Lunedì 31 maggio si presenta il progetto per l’inclusione sociale delle fasce deboli della popolazione

Marco Zambuto, insieme all’Assessore della solidarietà sociale Giuseppe Putrone, il Presidente di Confindustria di Agrigento Giuseppe Catanzaro, il Direttore del Centro per la giustizia minorile della Sicilia Michele Di Martino ed il Direttore dell’Ufficio di servizio sociale per minorenni di Palermo Rosalba Salierno illustreranno il progetto sperimentale “Ragno”, che avrà ricadute notevoli ai fini dell’inclusione sociale delle fasce di popolazione più deboli del territorio, positivamente accolto nella graduatoria redatta dal Nucleo di valutazione dell’Assessorato regionale della famiglia e delle politiche sociali e del lavoro, collocandosi al 10° posto su 25 progetti ammessi per tutta la Sicilia.

A fronte di una richiesta di 1.997.926 euro è stato riconosciuto finanziabile, con apposito decreto del dirigente generale del competente dipartimento regionale dell’11 maggio scorso, un importo ridotto del 25%, come per tutti gli altri progetti, e cioè di 1.498.444,50.euro.

Il progetto sperimentale per l’inclusione sociale, attraverso politiche attive del lavoro, di soggetti in condizione di svantaggio è stato presentato in partnership dal Comune di Agrigento, dall’Ufficio Servizio sociale minori del Dipartimento giustizia minorile e dal Centro di giustizia minorile del Ministero della giustizia. Dell’associazione temporanea di scopo fa parte Confindustria Agrigento, a sua volta in rete con altri soggetti, che vantano particolare esperienza nell’area della formazione (quale l’ente accreditato “Speha fresia”), dell’esperienza lavorativa e del collegamento con la rete di soggetti produttivi presenti sul territorio provinciale e regionale (il consorzio “Med Europe Export” di cui fa parte il distretto “Eco Domus Agrigento” che raggruppa 127 imprese) ed esperti nella gestione delle risorse eco-compatibili, del settore delle energie rinnovabili e della bio-edilizia. Al progetto ed ai suoi obiettivi generali hanno aderito anche la Prefettura di Agrigento, la società GE.S.A. AG 2 ed i comuni facenti parte del distretto socio-sanitario di Agrigento

Il progetto opera sull’area della disabilità e su quella dei giovani con disagio e/o devianza sociale.

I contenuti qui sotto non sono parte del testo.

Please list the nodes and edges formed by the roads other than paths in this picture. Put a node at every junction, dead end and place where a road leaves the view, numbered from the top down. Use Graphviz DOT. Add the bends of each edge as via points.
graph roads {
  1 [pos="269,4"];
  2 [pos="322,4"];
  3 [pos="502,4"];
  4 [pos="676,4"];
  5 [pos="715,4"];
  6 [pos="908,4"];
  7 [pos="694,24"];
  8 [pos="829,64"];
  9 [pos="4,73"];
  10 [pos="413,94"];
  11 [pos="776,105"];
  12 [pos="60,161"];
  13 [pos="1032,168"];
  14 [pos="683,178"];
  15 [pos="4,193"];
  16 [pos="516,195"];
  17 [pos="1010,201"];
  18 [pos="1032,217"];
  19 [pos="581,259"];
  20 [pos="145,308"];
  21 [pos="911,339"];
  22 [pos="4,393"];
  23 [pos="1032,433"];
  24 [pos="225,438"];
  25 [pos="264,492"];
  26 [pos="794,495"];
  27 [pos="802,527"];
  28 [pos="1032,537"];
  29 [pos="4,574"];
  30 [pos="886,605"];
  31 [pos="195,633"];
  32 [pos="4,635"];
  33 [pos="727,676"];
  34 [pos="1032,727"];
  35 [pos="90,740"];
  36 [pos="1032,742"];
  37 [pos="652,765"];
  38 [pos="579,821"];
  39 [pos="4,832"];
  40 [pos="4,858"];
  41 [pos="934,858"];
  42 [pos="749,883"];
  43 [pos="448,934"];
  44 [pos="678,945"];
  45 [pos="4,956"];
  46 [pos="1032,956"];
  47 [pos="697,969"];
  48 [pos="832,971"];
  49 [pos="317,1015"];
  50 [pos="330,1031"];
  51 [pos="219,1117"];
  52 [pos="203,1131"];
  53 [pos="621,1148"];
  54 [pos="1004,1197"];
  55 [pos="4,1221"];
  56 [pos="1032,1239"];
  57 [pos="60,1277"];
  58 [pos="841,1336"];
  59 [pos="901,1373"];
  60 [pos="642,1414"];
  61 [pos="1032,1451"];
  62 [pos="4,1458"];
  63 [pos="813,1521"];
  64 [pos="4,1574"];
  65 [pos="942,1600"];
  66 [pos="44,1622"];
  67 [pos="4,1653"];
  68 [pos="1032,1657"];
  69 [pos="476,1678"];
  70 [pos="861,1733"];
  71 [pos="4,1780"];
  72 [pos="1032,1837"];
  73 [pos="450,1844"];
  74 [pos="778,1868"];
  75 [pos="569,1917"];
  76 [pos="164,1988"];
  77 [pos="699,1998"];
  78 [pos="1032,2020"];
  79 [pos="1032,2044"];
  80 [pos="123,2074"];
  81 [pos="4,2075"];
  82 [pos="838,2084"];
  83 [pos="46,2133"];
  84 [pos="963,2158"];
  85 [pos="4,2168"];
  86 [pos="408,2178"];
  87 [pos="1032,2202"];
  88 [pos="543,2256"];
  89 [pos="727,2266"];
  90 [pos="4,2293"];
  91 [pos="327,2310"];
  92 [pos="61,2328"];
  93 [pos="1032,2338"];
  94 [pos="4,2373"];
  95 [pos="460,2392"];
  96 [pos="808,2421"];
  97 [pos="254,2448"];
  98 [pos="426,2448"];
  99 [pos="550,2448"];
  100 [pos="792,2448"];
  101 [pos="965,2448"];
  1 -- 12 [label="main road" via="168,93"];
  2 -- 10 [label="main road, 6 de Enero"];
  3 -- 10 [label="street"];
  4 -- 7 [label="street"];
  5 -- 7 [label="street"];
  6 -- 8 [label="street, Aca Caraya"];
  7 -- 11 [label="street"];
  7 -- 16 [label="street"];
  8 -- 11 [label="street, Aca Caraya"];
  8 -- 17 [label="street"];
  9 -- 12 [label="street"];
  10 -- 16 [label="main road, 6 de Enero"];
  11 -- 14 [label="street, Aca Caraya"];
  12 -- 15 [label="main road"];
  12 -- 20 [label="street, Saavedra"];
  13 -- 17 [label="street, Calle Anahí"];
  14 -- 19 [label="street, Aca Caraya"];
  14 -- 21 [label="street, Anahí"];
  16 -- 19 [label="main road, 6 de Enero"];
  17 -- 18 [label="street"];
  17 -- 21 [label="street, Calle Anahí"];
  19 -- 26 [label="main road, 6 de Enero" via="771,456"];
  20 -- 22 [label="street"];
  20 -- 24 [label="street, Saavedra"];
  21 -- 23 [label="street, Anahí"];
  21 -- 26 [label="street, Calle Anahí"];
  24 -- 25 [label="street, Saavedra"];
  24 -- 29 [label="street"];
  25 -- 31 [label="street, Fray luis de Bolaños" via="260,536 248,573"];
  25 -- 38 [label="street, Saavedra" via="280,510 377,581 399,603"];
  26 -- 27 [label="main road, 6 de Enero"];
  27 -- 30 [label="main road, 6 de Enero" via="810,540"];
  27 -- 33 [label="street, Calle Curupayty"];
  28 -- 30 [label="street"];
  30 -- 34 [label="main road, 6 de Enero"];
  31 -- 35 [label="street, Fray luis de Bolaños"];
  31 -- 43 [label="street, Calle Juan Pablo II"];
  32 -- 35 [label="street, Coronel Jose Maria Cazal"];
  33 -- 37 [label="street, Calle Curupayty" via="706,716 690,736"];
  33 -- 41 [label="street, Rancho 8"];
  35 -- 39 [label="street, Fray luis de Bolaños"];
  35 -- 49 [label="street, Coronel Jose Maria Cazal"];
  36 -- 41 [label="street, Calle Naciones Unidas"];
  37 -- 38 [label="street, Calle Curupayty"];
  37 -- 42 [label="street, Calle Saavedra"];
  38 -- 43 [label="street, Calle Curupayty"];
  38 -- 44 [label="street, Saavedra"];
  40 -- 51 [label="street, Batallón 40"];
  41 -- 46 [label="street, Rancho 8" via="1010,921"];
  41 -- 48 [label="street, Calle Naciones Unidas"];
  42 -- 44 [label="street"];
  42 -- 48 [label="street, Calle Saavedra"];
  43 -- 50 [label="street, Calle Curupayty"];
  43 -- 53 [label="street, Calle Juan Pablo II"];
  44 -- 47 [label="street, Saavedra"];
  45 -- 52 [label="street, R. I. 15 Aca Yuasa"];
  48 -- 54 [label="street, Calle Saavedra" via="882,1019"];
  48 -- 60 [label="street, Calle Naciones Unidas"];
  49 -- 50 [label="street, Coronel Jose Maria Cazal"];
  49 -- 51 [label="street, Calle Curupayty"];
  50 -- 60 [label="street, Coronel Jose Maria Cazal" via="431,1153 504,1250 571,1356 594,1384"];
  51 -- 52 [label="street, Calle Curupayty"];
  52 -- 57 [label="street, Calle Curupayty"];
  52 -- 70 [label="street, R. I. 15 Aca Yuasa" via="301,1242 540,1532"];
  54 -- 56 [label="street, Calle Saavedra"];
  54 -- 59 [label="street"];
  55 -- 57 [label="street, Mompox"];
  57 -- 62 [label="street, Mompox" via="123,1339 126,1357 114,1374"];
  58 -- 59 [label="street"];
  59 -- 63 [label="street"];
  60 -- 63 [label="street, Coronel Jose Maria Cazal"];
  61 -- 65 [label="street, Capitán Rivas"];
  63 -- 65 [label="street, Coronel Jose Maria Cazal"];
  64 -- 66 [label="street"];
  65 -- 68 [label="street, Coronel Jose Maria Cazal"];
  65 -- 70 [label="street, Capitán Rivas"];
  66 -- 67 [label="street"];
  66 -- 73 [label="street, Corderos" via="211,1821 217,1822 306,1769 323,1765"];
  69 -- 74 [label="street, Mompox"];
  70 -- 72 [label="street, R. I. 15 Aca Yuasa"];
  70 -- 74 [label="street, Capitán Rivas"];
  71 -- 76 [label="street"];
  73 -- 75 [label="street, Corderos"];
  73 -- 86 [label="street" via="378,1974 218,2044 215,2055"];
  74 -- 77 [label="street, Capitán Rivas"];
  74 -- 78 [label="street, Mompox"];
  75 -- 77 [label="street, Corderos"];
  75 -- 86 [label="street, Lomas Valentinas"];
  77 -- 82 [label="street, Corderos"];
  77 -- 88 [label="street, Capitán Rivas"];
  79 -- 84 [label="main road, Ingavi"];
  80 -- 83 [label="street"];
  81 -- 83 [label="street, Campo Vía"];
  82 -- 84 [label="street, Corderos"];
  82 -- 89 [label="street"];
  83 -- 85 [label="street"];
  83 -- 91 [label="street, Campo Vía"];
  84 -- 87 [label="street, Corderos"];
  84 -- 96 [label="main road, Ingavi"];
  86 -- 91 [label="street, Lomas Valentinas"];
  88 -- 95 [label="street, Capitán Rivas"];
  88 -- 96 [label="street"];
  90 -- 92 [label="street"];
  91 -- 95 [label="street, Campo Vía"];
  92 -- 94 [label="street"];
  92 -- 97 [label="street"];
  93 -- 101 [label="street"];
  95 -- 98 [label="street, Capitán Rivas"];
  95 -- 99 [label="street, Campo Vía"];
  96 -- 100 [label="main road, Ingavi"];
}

Nel primo caso il progetto si propone di migliorare l’offerta dei servizi di assistenza sostenendo l’integrazione con i diversi servizi realizzati in favore dei soggetti disabili, presenti sul territorio del distretto socio-sanitario D1, attraverso azioni-intervento di sostegno psicologico, counselig e assistenza sociale, orientamento ai servizi socio-sanitari;orientamento al lavoro, percorsi di formazione, percorsi esperienziali di inserimento lavorativo nei settori della bio-edilizia, delle energie rinnovabili, dell’ambiente, anche attraverso l’attivazione di un apposito sportello per l’analisi, il monitoraggio e la consulenza, in vista dell’attività di orientamento (32 ore), formazione (1034 ore) e lavorativa (di 18 mesi) dei venti soggetti coinvolti .

Per la seconda area il progetto prevede la realizzazione di ottanta percorsi di inclusione sociale finalizzati a ridurre e/o eliminare le condizioni di rischio che attraversano le esistenze di soggetti di età compresa tra i 16 ed i 24 anni e delle loro famiglie e che si pongono come fattori di insorgenza di situazioni di emarginazione, isolamento ed esclusione sociale. Anche in questo caso opererà uno sportello dove verranno realizzate attività di sostegno psico-sociale, di counseling, di orientamento, di selezione finalizzate alla co-costruzione di un percorso di formazione e di esperienza lavorativa. In particolare sono previste 32 ore di orientamento, 1034 ore di formazione ed un’esperienza lavorativa di 18 mesi.